Data under study Block Start

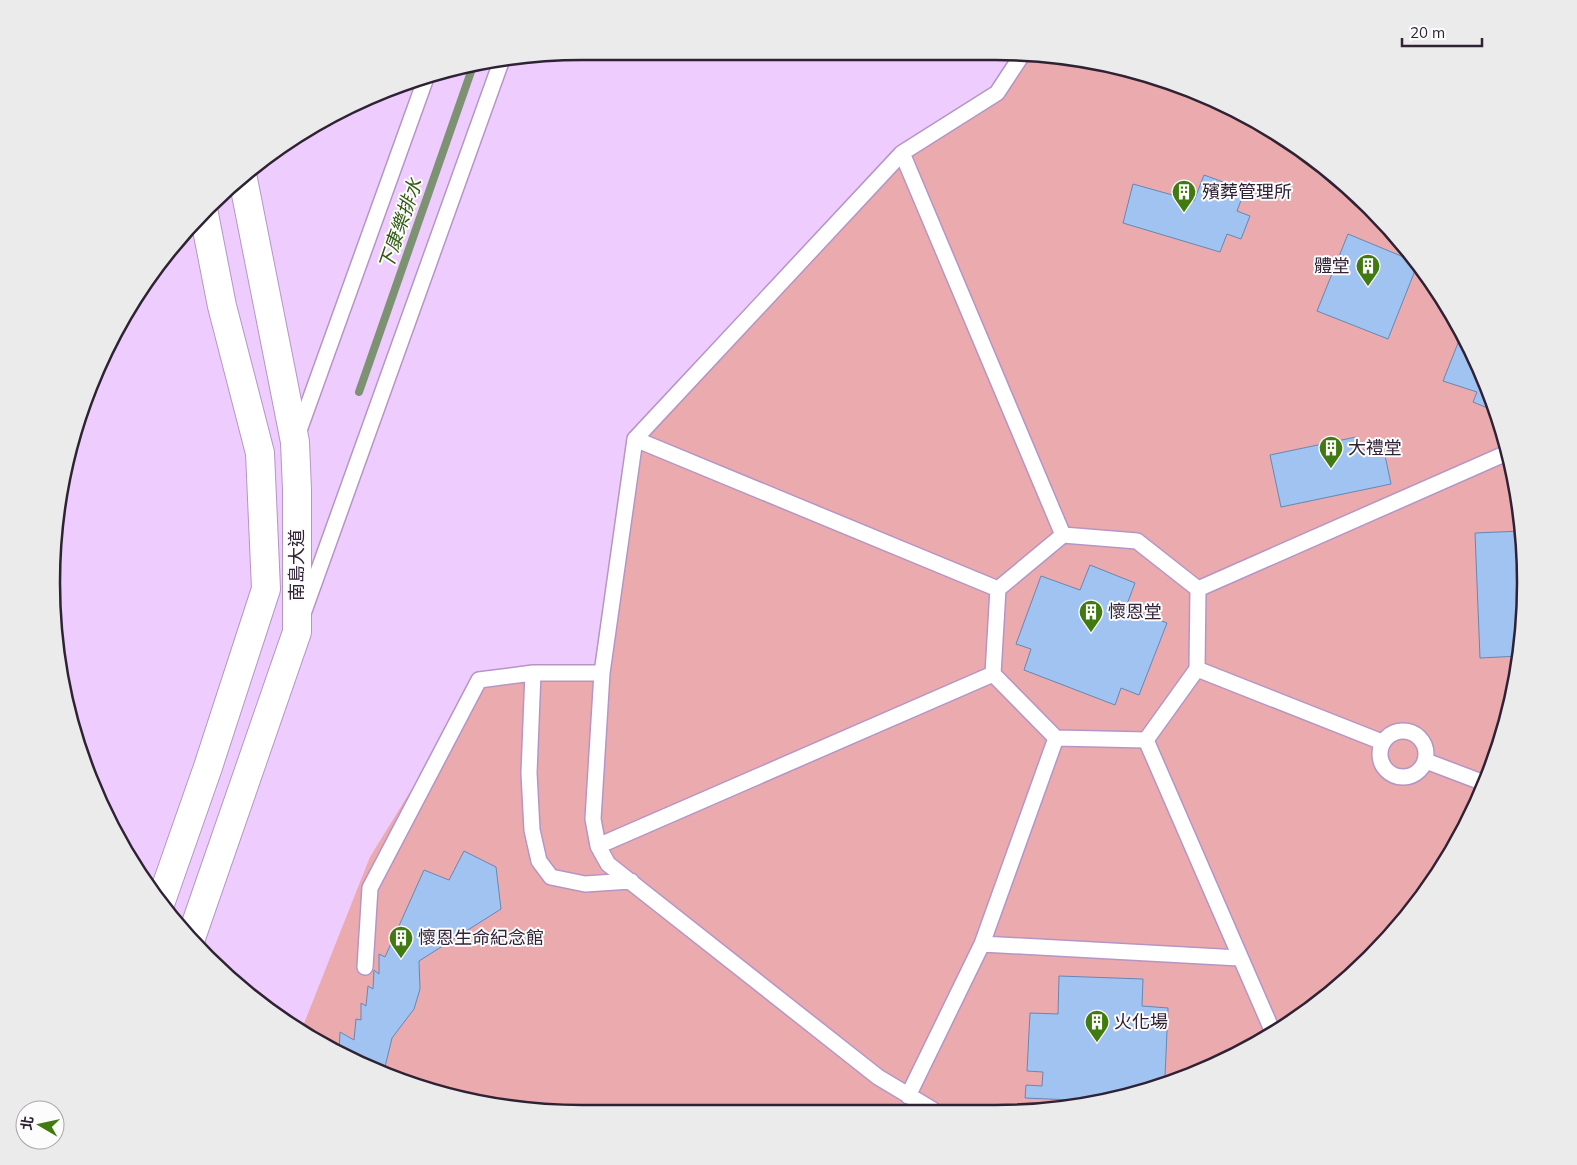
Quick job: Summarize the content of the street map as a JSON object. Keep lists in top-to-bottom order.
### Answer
{
  "streets": {
    "street": ["南島大道"]
  },
  "water": ["下康樂排水"],
  "places": {
    "building": [
      "殯葬管理所",
      "體堂",
      "大禮堂",
      "懷恩堂",
      "懷恩生命紀念館",
      "火化場"
    ]
  },
  "scale_bar": "20 m",
  "north": "left"
}
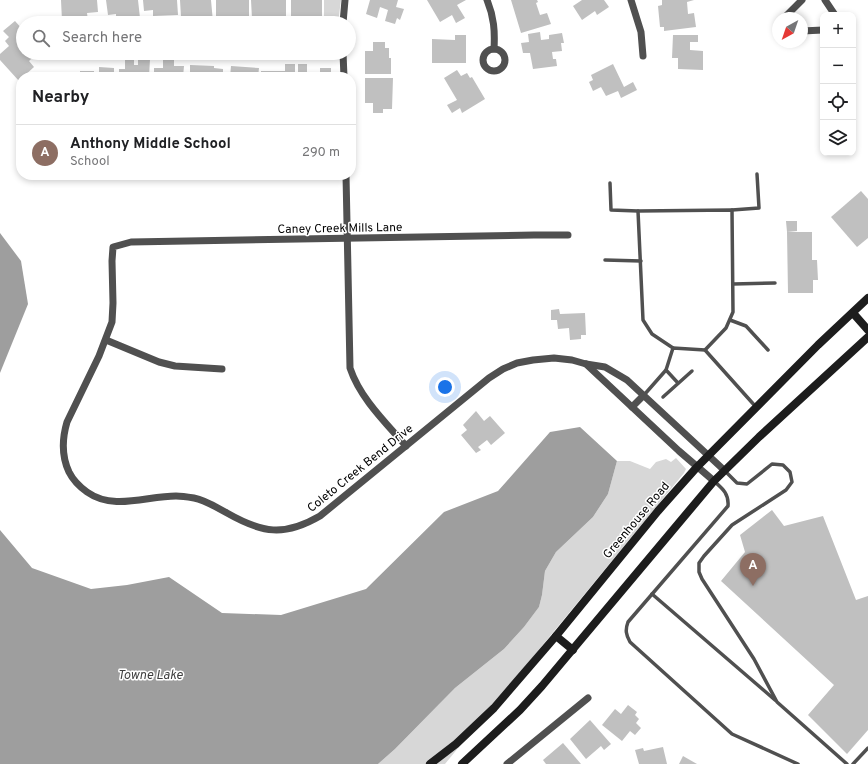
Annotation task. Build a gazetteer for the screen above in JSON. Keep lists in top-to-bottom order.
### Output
{
  "streets": {
    "main road": ["Greenhouse Road"],
    "street": ["Caney Creek Mills Lane", "Coleto Creek Bend Drive"]
  },
  "crossings": [
    ["Caney Creek Mills Lane", "Coleto Creek Bend Drive"],
    ["Coleto Creek Bend Drive", "Greenhouse Road"]
  ],
  "water": ["Towne Lake"],
  "north": "bottom left",
  "page": {
    "map_buttons": ["+", "−"],
    "search": "Search here",
    "heading": "Nearby",
    "list": [
      {
        "mark": "A",
        "name": "Anthony Middle School",
        "note": "School",
        "value": "290 m"
      }
    ],
    "pins": "A"
  }
}
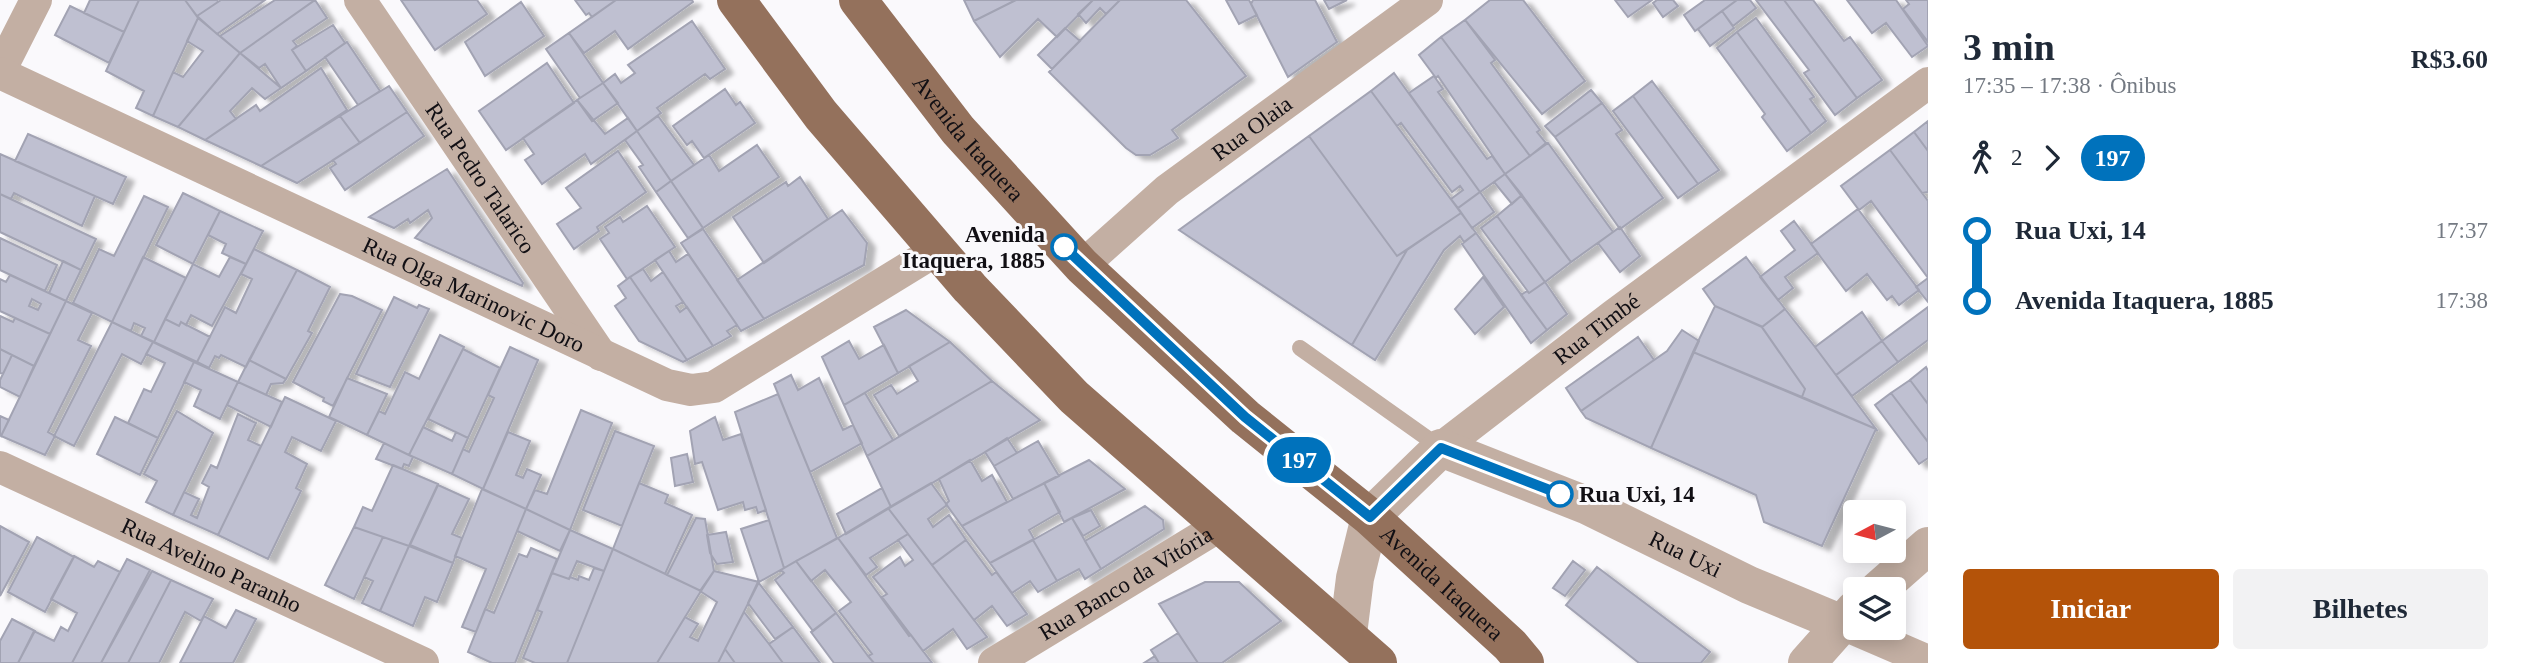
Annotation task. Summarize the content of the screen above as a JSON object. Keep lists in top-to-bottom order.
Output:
{
  "streets": {
    "main road": ["Avenida Itaquera"],
    "street": [
      "Rua Olaia",
      "Rua Pedro Talarico",
      "Rua Olga Marinovic Doro",
      "Rua Timbé",
      "Rua Uxi",
      "Rua Avelino Paranho",
      "Rua Banco da Vitória"
    ]
  },
  "crossings": [
    ["Rua Olaia", "Avenida Itaquera"],
    ["Avenida Itaquera", "Rua Timbé"],
    ["Rua Pedro Talarico", "Rua Olga Marinovic Doro"],
    ["Rua Timbé", "Rua Uxi"]
  ],
  "places": ["Avenida Itaquera, 1885", "Rua Uxi, 14"],
  "lines": ["bus line 197"],
  "north": "left",
  "page": {
    "on_map": "197",
    "heading": ["3 min", "17:35 – 17:38 · Ônibus", "R$3.60"],
    "legs": ["2", "197"],
    "list": [
      {
        "name": "Rua Uxi, 14",
        "value": "17:37"
      },
      {
        "name": "Avenida Itaquera, 1885",
        "value": "17:38"
      }
    ],
    "buttons": ["Iniciar", "Bilhetes"]
  }
}
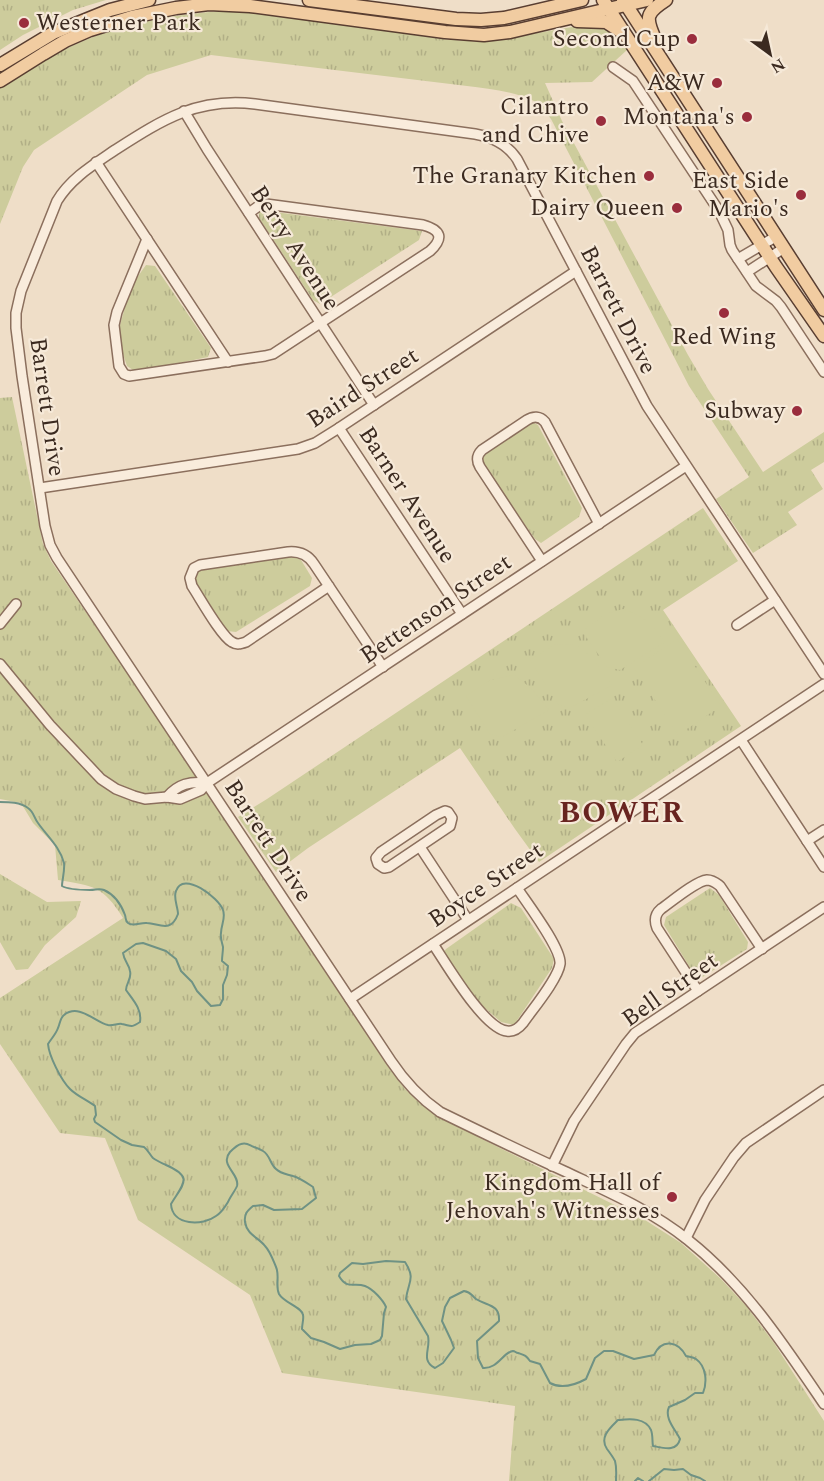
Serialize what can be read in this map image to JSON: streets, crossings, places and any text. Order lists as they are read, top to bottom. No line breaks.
{"streets":{"street":["Berry Avenue","Barrett Drive","Baird Street","Barner Avenue","Bettenson Street","Boyce Street","Bell Street"]},"crossings":[["Berry Avenue","Barrett Drive"],["Berry Avenue","Baird Street"],["Barrett Drive","Baird Street"],["Barrett Drive","Bettenson Street"],["Barrett Drive","Boyce Street"],["Barrett Drive","Bell Street"],["Baird Street","Barner Avenue"],["Barner Avenue","Bettenson Street"]],"districts":["BOWER"],"places":["Westerner Park","Second Cup","A&W","Montana's","Cilantro and Chive","The Granary Kitchen","East Side Mario's","Dairy Queen","Red Wing","Subway","Kingdom Hall of Jehovah's Witnesses"],"north":"bottom right"}
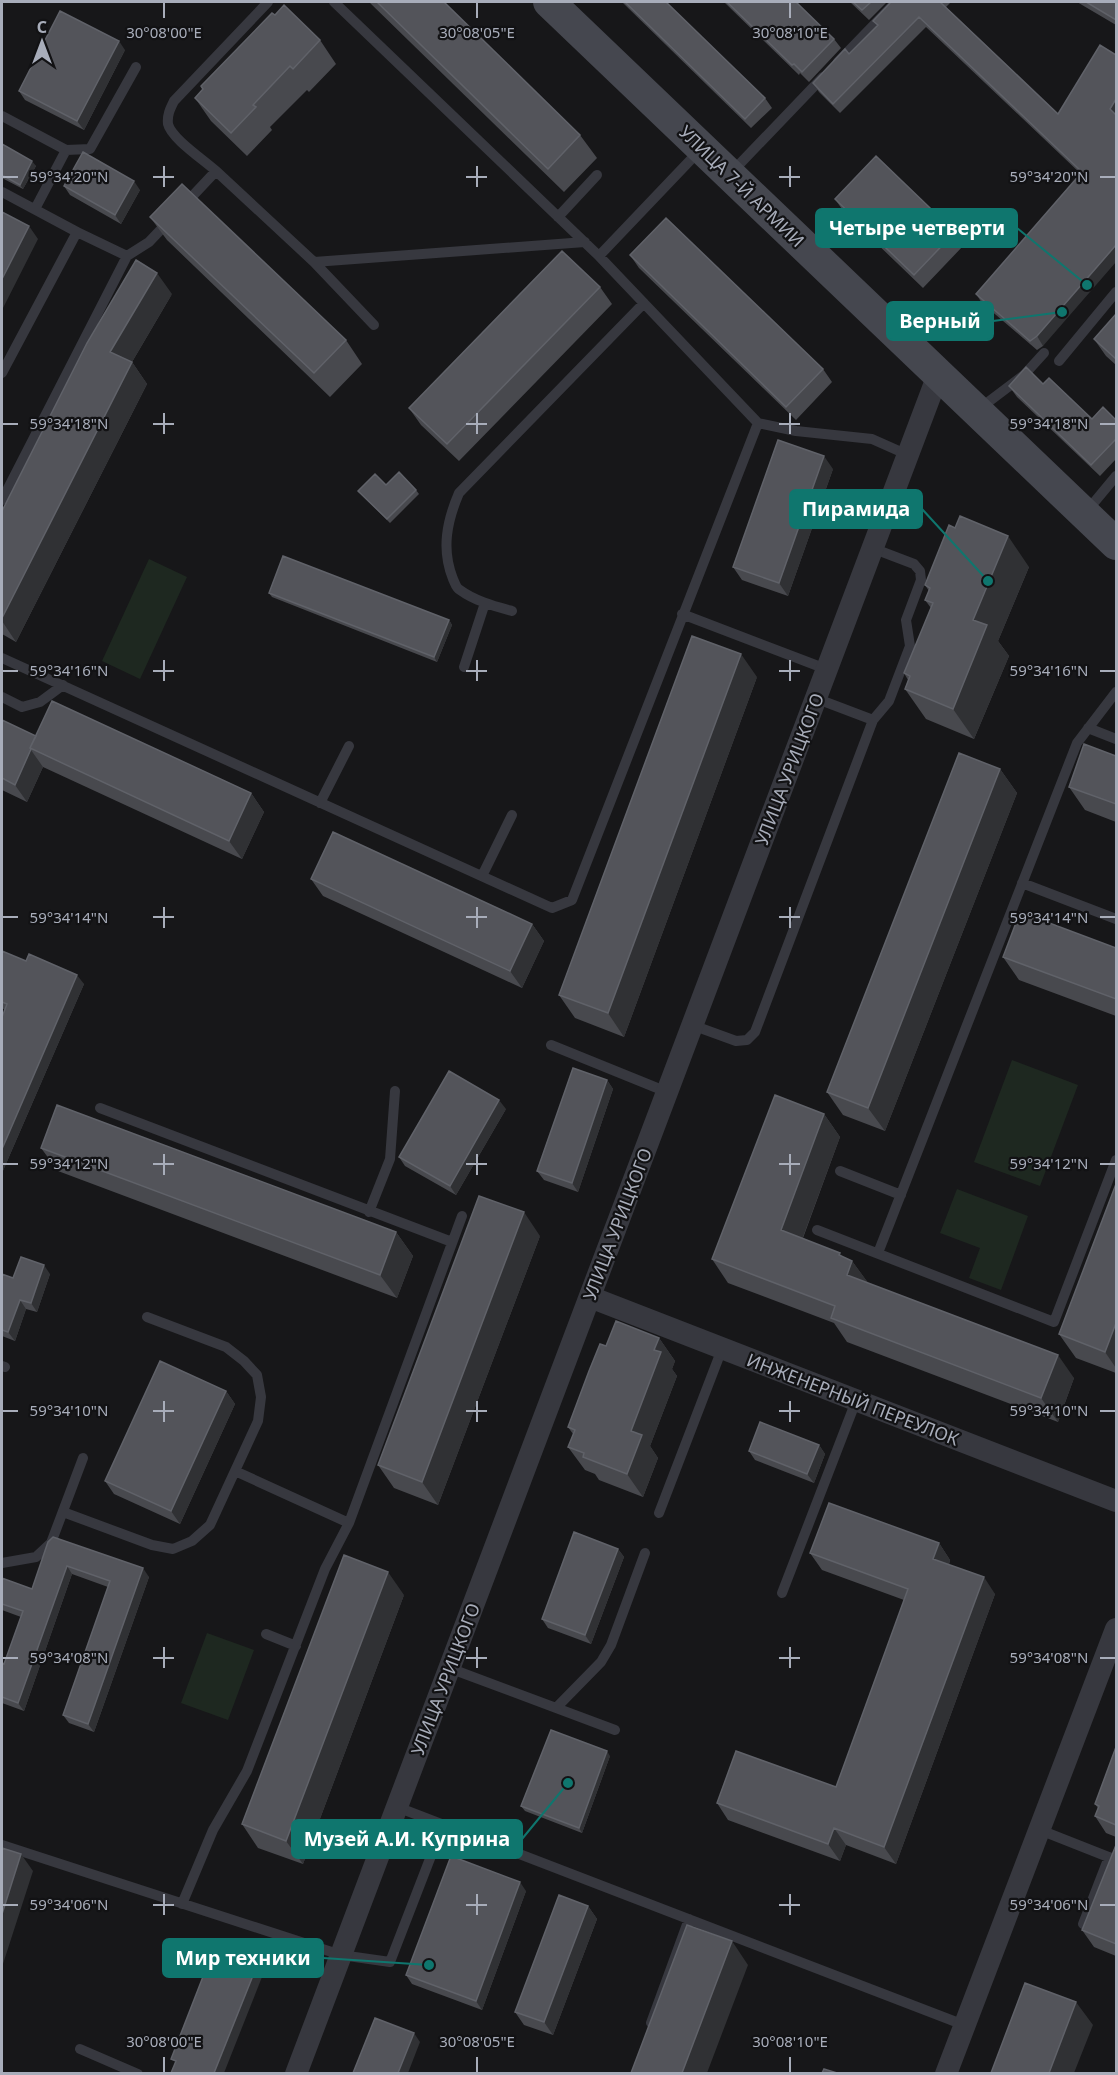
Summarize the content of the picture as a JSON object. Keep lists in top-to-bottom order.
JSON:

Data under study Block End

▶ _Action item_: In the entries above, which lines hold the word "Annotation"? Copy them out.

▶ _Result_:
Annotation task. Build a gazetteer for the screen above in JSON. Keep lists in top-to-bottom order.
Annotation task. Summarize the content of the screen above as a JSON object. Keep lists in top-to-bottom order.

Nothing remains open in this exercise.